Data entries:
_____

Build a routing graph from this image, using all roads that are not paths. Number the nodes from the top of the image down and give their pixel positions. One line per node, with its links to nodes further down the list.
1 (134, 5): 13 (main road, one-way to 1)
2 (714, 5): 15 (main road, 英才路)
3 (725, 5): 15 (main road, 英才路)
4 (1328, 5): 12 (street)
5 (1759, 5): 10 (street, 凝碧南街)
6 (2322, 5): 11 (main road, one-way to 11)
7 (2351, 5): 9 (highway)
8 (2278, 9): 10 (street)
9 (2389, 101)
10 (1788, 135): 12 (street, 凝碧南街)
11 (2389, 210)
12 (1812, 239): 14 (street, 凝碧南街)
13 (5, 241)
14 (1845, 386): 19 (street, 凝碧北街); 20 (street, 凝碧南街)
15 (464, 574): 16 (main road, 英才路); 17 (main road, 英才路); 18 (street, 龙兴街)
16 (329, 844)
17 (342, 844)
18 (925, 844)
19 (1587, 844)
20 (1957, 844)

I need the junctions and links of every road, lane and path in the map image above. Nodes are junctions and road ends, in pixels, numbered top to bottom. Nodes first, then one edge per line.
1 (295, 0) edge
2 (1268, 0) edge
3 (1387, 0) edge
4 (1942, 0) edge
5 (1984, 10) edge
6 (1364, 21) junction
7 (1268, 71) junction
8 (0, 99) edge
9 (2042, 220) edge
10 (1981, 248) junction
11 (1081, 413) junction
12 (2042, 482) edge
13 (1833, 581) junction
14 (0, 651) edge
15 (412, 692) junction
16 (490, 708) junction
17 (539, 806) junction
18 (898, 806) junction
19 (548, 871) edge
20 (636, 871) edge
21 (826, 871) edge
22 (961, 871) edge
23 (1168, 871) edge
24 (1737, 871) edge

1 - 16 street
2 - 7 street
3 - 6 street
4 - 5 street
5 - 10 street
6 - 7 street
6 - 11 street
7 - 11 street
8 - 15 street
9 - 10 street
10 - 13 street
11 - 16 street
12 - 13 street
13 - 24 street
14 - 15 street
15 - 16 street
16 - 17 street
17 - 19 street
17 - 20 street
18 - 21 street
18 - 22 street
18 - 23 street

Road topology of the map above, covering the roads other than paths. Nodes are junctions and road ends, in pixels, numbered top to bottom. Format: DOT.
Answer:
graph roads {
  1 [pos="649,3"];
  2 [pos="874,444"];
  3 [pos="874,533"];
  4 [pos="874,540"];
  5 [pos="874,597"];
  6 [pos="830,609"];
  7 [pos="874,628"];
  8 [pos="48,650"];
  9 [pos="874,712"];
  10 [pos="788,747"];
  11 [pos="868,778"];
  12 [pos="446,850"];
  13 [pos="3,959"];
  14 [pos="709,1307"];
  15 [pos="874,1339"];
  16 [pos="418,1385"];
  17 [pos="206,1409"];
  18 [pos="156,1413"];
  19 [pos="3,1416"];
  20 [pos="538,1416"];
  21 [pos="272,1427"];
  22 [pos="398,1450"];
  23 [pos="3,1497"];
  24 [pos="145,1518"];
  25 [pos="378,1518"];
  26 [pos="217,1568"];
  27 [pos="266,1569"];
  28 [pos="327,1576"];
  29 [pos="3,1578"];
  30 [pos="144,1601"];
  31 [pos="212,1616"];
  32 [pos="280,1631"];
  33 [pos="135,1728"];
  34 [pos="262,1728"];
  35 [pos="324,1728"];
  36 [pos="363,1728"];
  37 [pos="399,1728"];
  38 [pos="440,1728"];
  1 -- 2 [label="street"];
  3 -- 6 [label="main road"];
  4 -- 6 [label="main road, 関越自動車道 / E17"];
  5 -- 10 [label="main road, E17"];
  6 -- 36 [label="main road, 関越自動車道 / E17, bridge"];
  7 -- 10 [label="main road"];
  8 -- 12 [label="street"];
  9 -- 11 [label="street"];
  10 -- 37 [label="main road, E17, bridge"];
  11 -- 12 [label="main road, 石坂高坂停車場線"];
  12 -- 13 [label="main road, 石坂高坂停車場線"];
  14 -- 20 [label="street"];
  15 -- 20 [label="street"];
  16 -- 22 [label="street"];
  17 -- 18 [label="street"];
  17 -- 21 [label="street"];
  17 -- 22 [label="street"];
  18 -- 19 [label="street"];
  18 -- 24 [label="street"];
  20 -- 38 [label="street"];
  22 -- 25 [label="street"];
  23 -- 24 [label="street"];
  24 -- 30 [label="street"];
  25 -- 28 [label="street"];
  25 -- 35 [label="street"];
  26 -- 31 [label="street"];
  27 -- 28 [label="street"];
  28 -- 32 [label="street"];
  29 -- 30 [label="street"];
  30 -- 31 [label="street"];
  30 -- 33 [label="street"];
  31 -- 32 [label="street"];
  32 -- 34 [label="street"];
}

_____

When the line containing "Road topology of" is reached, include it and stop. Until then, output each line of the entries exactly as given, starting from the first.

■ **Result below**
Build a routing graph from this image, using all roads that are not paths. Number the nodes from the top of the image down and give their pixel positions. One line per node, with its links to nodes further down the list.
1 (134, 5): 13 (main road, one-way to 1)
2 (714, 5): 15 (main road, 英才路)
3 (725, 5): 15 (main road, 英才路)
4 (1328, 5): 12 (street)
5 (1759, 5): 10 (street, 凝碧南街)
6 (2322, 5): 11 (main road, one-way to 11)
7 (2351, 5): 9 (highway)
8 (2278, 9): 10 (street)
9 (2389, 101)
10 (1788, 135): 12 (street, 凝碧南街)
11 (2389, 210)
12 (1812, 239): 14 (street, 凝碧南街)
13 (5, 241)
14 (1845, 386): 19 (street, 凝碧北街); 20 (street, 凝碧南街)
15 (464, 574): 16 (main road, 英才路); 17 (main road, 英才路); 18 (street, 龙兴街)
16 (329, 844)
17 (342, 844)
18 (925, 844)
19 (1587, 844)
20 (1957, 844)

I need the junctions and links of every road, lane and path in the map image above. Nodes are junctions and road ends, in pixels, numbered top to bottom. Nodes first, then one edge per line.
1 (295, 0) edge
2 (1268, 0) edge
3 (1387, 0) edge
4 (1942, 0) edge
5 (1984, 10) edge
6 (1364, 21) junction
7 (1268, 71) junction
8 (0, 99) edge
9 (2042, 220) edge
10 (1981, 248) junction
11 (1081, 413) junction
12 (2042, 482) edge
13 (1833, 581) junction
14 (0, 651) edge
15 (412, 692) junction
16 (490, 708) junction
17 (539, 806) junction
18 (898, 806) junction
19 (548, 871) edge
20 (636, 871) edge
21 (826, 871) edge
22 (961, 871) edge
23 (1168, 871) edge
24 (1737, 871) edge

1 - 16 street
2 - 7 street
3 - 6 street
4 - 5 street
5 - 10 street
6 - 7 street
6 - 11 street
7 - 11 street
8 - 15 street
9 - 10 street
10 - 13 street
11 - 16 street
12 - 13 street
13 - 24 street
14 - 15 street
15 - 16 street
16 - 17 street
17 - 19 street
17 - 20 street
18 - 21 street
18 - 22 street
18 - 23 street

Road topology of the map above, covering the roads other than paths. Nodes are junctions and road ends, in pixels, numbered top to bottom. Format: DOT.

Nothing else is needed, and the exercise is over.